Doping, such a long history (1)

Doping, such a long history: ancient practices

No, doping did not wait for the era of spectacle sport and surpassing oneself at all costs that we are going through to make people talk about it. Man, since time immemorial, has always sought to extricate himself from his condition as a small fragile mammal and to exceed his limits. As soon as sport, especially in Antiquity, became a central social phenomenon, the first cases of doping were listed by historians of the time. First part, ancient, of our journey through the history of doping.

Heroes, demiurges and titans

The anabolic virtues of plants on the human body have been known since the dawn of time. China and Korea were, as early as 3 BC, major consumers of ginseng for its properties on resistance to effort. The primitive populations of Africa as those of America already had recourse respectively to the Kola nut and the coca leaf. The word doping itself comes from the term “dop”, an alcoholic drink allowing to enter into a trance during religious holidays.

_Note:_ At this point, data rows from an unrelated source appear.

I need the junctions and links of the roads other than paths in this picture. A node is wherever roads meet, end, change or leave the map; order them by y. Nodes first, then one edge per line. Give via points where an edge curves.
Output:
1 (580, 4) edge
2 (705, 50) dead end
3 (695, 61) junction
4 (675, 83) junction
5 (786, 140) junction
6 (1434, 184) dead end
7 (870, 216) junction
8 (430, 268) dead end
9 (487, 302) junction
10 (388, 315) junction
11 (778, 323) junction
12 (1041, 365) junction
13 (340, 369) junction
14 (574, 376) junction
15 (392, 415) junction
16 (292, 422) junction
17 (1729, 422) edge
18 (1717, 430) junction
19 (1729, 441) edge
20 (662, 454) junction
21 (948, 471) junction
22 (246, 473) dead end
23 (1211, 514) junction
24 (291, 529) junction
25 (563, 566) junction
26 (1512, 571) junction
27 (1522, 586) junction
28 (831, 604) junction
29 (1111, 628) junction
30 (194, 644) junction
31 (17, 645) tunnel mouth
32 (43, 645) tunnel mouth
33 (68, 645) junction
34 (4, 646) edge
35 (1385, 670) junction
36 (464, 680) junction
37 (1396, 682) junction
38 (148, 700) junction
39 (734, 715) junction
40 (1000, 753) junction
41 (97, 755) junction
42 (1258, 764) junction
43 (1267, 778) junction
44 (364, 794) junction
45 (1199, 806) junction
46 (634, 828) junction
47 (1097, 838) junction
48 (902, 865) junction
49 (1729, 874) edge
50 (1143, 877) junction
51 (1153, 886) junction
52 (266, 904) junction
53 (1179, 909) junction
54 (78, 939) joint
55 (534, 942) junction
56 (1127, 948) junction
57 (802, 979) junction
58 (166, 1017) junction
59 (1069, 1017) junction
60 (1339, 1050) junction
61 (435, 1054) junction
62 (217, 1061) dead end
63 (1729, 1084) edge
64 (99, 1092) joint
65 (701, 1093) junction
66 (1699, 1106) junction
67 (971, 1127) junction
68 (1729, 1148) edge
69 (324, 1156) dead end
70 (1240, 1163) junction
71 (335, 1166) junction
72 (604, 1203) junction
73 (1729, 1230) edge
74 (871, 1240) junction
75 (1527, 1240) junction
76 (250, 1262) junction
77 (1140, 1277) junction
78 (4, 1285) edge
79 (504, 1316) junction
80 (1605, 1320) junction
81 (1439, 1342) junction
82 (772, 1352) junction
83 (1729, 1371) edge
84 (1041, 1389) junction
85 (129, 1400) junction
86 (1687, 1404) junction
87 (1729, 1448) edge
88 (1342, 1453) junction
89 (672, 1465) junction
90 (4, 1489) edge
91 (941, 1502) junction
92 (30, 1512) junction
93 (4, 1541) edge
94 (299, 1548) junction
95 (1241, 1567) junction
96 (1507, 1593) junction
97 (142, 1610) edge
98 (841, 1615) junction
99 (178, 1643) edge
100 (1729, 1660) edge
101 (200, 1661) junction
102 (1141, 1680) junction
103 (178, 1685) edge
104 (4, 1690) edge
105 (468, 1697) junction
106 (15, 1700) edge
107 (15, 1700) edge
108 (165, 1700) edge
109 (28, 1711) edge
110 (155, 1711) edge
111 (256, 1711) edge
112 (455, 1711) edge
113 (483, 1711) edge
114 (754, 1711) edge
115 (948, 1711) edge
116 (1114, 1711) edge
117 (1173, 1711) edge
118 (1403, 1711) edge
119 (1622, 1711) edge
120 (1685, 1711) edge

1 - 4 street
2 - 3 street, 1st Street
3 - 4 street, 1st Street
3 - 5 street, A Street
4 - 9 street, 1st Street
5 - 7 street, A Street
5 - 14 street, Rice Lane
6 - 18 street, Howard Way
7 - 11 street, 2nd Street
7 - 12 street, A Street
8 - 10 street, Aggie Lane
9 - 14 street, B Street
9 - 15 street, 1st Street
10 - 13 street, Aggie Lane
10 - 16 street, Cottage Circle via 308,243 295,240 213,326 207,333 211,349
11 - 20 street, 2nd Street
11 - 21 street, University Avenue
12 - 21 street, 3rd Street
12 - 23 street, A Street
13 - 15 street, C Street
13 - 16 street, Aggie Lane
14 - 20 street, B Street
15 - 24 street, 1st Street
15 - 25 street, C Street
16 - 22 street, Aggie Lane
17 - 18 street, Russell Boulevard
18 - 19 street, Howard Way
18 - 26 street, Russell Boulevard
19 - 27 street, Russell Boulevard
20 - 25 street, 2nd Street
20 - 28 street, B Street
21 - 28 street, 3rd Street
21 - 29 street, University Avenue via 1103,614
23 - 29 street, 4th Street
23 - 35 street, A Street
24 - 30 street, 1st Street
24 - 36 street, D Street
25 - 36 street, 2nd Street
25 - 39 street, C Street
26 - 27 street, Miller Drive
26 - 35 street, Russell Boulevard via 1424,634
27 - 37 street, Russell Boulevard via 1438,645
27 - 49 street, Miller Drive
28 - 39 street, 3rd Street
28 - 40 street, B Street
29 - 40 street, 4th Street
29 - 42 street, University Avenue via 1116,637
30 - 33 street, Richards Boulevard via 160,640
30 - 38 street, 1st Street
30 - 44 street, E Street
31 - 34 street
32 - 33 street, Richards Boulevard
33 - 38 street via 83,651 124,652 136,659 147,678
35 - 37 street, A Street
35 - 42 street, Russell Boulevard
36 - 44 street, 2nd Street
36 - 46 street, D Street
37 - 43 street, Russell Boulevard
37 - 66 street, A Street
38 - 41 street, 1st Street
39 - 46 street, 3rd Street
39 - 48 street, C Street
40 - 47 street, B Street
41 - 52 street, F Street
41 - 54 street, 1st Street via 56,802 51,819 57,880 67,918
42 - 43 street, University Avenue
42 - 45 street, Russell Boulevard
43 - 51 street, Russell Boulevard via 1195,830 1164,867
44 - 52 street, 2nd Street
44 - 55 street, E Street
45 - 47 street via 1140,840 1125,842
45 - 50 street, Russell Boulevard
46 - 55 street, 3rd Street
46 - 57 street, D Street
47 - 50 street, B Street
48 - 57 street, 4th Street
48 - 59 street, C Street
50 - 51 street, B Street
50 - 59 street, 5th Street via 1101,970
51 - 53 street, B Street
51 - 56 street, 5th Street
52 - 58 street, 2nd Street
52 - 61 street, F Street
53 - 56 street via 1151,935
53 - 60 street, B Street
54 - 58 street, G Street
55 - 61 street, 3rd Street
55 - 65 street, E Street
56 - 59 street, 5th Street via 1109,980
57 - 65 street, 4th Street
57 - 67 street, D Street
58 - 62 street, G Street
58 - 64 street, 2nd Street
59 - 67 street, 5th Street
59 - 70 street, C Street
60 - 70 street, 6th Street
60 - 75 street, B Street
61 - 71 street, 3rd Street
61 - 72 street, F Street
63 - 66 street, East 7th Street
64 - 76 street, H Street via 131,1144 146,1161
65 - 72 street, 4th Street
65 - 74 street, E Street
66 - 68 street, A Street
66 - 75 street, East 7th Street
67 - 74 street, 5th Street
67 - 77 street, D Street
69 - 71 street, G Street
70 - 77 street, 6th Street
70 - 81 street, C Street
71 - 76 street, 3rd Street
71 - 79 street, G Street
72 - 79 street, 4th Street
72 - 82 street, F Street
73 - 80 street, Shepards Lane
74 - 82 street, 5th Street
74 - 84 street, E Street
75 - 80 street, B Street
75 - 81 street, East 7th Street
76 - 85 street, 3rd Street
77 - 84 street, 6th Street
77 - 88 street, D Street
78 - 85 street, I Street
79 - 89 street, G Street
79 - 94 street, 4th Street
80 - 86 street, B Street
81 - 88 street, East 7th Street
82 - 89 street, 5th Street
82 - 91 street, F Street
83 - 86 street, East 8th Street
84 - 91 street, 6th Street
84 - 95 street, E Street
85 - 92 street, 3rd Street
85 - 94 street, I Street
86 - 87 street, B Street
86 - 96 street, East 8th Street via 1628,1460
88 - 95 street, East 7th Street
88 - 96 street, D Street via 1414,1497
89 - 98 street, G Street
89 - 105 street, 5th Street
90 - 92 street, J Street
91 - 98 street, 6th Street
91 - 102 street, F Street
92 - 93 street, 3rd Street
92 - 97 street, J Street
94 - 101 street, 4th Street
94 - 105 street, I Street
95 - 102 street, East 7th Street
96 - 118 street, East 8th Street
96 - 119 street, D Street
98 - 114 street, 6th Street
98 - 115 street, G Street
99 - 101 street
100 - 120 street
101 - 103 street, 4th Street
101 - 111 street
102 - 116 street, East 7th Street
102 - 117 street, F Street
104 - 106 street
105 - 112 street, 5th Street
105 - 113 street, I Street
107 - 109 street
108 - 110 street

But it is obviously from the Greeks, with the ancient Olympic Games, that the most precise doping stories come back to us. Since the start of competitions in 776 BC. In AD, historians have written about substances used by athletes to improve their performance. There are many references to specialists who gave them advice and magical concoctions before the tests. Antiquity was already full of Ferrari doctors! The oldest texts report the absorption of very large quantities of sheep testes. Such a diet had the effect of drastically increasing the level of testosterone - the same hormone that is exploited today through anabolic steroids. The term anabolic comes from the Greek “anaballo” meaning “to push back”. At that time, the belief in transposing the attributes of an animal to whoever consumes it was widespread. Thus, Milo of Croton reports that the wrestlers devoured a titanic quantity of pork to inherit their build. The jumpers threw themselves on the goat meat… to jump higher. Boxers and pitchers were turning to bull meat. Red Bull did not invent anything! As early as the third century BC, the Olympians tried to improve their performance by consuming mushrooms, as evidenced by the writings of Philostratus. Herbaceous beverages, alcohol-based decoctions such as mead, or strychnine and hallucinogens were therefore very popular. Sage even had the favors of Roman sportsmen.

FRANCE - MAY 14: Nike offering laurel wreaths to the winners of the games and a sash for the winner, engraving by Benedict Piringer (1780-1826) from a Greek original, from Collection de Vases Grecs de Ms le Comte de Lamberg, by Alexandre de Laborde, 1813-1824, Paris. (Photo by DeAgostini / Getty Images)

men and gods

If the athletes were caught with their hands in the pot of hallucinogenic mushrooms or gorging themselves in the back of a pigsty, they were severely punished. The fight against doping was already a reality. The sentence was also final: they were banned for life from the Games - sanction that would satisfy the current defenders of the final suspension for doping - and their names were engraved in the marble of the statues placed on the way to the stadium. The pedestals supported “zanes”, life-size bronze statues of Zeus. These sculptures were not there to honor the great athletes of the time, but to punish, in perpetuity, the athletes who violated the Olympic rules. The inscriptions in these great registers of shame also served as a warning to the athletes of the time who passed by on their way to the stadium where more than 40 spectators awaited them. Even today, stone plinths lining the entrance to the Olympic stadium in Olympia, site of the ancient Olympic Games (000 BC -776 AD), recall the anathema and the stigma that afflicted cheaters and their families.